Für Raphael Käfer wird ein Traum wahr

37-Jähriger aus Korb ist der neue Trainer der Volleyballerinnen der TSG Backnang, die nun in der Oberliga spielen

Bei den Volleyballerinnen der TSG Backnang gibt es nach dem Abstieg aus der Regionalliga einige Veränderungen, so auch auf der Trainerposition. Hans-Peter Richter hat aufgehört. Raphael Käfer ist der neue Coach. Für den 37-Jährigen aus Korb geht damit ein Traum in Erfüllung, da er bislang lediglich in der Bezirksliga und tiefer als Trainer aktiv war.

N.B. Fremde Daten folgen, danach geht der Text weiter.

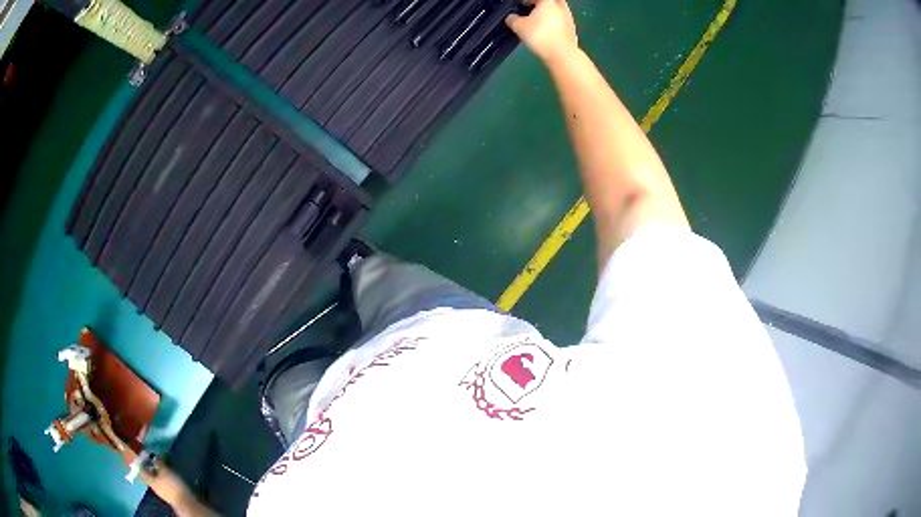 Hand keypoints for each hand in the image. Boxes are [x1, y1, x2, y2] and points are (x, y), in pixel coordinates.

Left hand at [138, 457, 195, 508]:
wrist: (185, 502)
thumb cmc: (172, 485)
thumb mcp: (165, 471)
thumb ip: (158, 463)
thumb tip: (153, 457)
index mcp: (150, 480)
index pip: (141, 470)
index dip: (141, 462)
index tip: (143, 454)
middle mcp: (154, 486)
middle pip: (149, 474)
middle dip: (151, 466)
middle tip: (154, 459)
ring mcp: (162, 491)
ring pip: (157, 479)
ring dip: (158, 472)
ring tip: (163, 466)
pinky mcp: (170, 494)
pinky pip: (164, 483)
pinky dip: (164, 478)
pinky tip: (169, 475)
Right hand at [506, 0, 578, 65]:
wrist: (562, 54)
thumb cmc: (541, 37)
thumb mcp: (519, 27)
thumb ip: (512, 20)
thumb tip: (510, 18)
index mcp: (547, 2)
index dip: (527, 0)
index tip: (522, 4)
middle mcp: (560, 8)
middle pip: (552, 1)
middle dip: (543, 4)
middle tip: (535, 9)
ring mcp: (569, 19)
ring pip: (559, 11)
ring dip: (551, 13)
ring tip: (541, 21)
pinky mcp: (572, 30)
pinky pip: (563, 22)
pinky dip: (556, 24)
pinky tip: (549, 31)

Raphael Käfer hat bei den TSG-Volleyballerinnen als neuer Trainer das Sagen.Foto: A. Becher

Von Heiko Schmidt

Raphael Käfer ist nicht zum ersten Mal in Diensten der Backnanger. „Drei Jahre lang habe ich als Schiedsrichter für die TSG in der Oberliga die Spiele gepfiffen“, berichtet der 37-Jährige. Er hatte sich in den vergangenen vier Jahren auf die Tätigkeit des Volleyball-Referees konzentriert und unter anderem auch die B-Lizenz-Prüfung bestanden.

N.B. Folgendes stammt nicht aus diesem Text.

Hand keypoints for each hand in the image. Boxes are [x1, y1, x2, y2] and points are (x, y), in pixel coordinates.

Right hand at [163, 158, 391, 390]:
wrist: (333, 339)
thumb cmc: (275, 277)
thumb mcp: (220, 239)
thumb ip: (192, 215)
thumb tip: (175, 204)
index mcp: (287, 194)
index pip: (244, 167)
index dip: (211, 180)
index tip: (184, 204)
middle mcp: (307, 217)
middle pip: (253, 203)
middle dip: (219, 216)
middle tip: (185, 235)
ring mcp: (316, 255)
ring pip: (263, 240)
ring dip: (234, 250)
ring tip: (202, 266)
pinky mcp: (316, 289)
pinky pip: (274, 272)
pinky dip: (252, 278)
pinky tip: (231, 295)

Nun aber will sich Käfer wieder dem Traineramt widmen. Erfahrungen hat er dabei auch schon gesammelt. „Ich habe schon mit 17 Jahren eine Jugend-Mannschaft trainiert.“ Dabei hat der heute als IT-Administrator tätige gemerkt, dass ihm es viel Spaß macht, denn seine Laufbahn als Volleyballspieler hat er früh aufgrund von Verletzungen beenden müssen. „Ich habe nicht höher als Landesliga gespielt“, gesteht Käfer ein, der in Korb, Schmiden und Remshalden aktiv war. Erste Stationen als Trainer hatte er bislang bis zur Bezirksliga bei Frauen- und Männer-Mannschaften in Korb, Remshalden und in Esslingen.

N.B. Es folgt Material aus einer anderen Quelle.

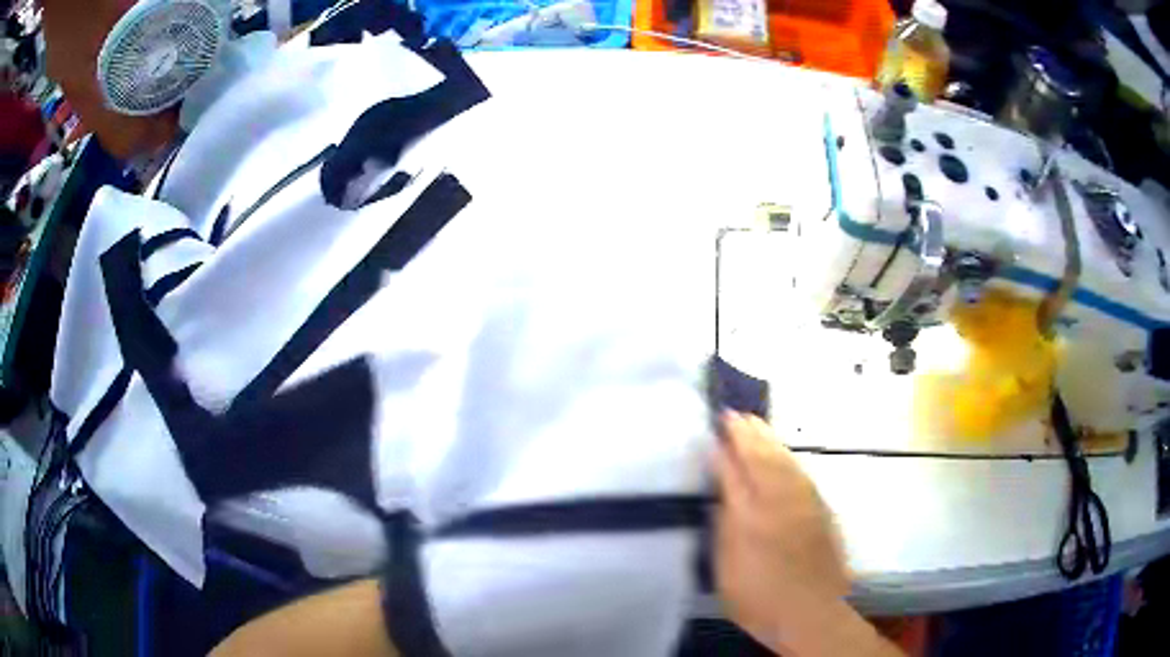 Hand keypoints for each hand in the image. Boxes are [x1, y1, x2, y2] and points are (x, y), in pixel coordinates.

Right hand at [714, 411, 849, 650]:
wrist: (811, 611)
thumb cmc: (757, 596)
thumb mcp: (726, 565)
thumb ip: (723, 522)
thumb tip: (720, 487)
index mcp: (751, 512)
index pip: (734, 469)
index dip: (724, 447)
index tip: (714, 427)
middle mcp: (780, 498)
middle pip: (762, 456)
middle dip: (748, 434)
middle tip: (735, 415)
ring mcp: (804, 501)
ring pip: (784, 459)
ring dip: (768, 440)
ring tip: (756, 424)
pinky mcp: (821, 509)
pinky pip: (800, 471)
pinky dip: (787, 457)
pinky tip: (783, 454)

Die größte sportliche Herausforderung ist für ihn nun der Posten bei der TSG Backnang. „Das ist ein Traum für mich, eine Mannschaft auf einem höheren Niveau trainieren zu können.“ Dabei ist ihm durchaus bewusst, dass er nach dem Rückzug von Hans-Peter Richter in „große Fußstapfen“ tritt. Helfen wird ihm allerdings dabei auch seine Hospitierungszeit beim Frauen-Bundesligisten Allianz MTV Stuttgart. Ganz so hoch hinaus geht es aber nicht mit der TSG Backnang. Nach dem bitteren Abstieg aus der Regionalliga soll nun eine Etage tiefer in der Oberliga eine gute Rolle gespielt werden. „Wir wollen oben mitspielen“, formuliert Käfer das Ziel. Er schiebt aber auch gleich nach: „Wir brauchen bestimmt ein Jahr, um uns einzuspielen.“ Damit meint er, dass die Spielerinnen das umsetzen, was der Coach vor hat. Dabei legt Käfer auf zwei Aspekte großen Wert: „Die Spielerinnen müssen mit mir kommunizieren und mir als Trainer vertrauen.“

In der momentan laufenden Vorbereitungszeit habe das gut geklappt. In den vergangenen sieben Wochen wurde dreimal pro Woche trainiert, meistens auch individuell. Seit gestern laufen ebenfalls dreimal pro Woche die Übungseinheiten der gesamten Mannschaft zusammen. Bis zum Saisonstart am 7. Oktober beim SV Horgenzell stehen zusätzlich zwei Testpartien und ein Turnier auf dem Programm. Heute spielt die TSG in Remshalden. Am 22. September geht es zum Vorbereitungsturnier nach Fellbach, ehe zwei Tage später die Generalprobe gegen den MTV Ludwigsburg absolviert wird.

Die Testphase ist für den neuen Trainer auch wichtig, denn im Kader gab es einige Veränderungen. Dieser ist von zwölf auf zehn Spielerinnen geschrumpft. Dabei schon mit eingerechnet sind die beiden Talente Ivica Maglica und die aus Besigheim gekommene Kim Prade. Beide sind auch fürs Team des Volleyball-Stützpunktes Stuttgart ebenfalls in der Oberliga im Einsatz und stehen somit der TSG nicht bei jeder Partie zur Verfügung. Ebenfalls nicht mehr dabei sind Andrea Lachenmaier (private Gründe) und Gloria Heller (Studium). Somit hat Trainer Käfer ein Problem, denn zwei Zuspielerinnen fallen weg. Jacqueline Klenk aus dem zweiten Team und Anne Pötzl, die zuletzt als Libera spielte, sollen diese Aufgabe übernehmen. „Bisher ist alles sehr positiv“, freut sich Käfer. Er hofft, dass es so auch in den Oberliga-Spielen bleibt.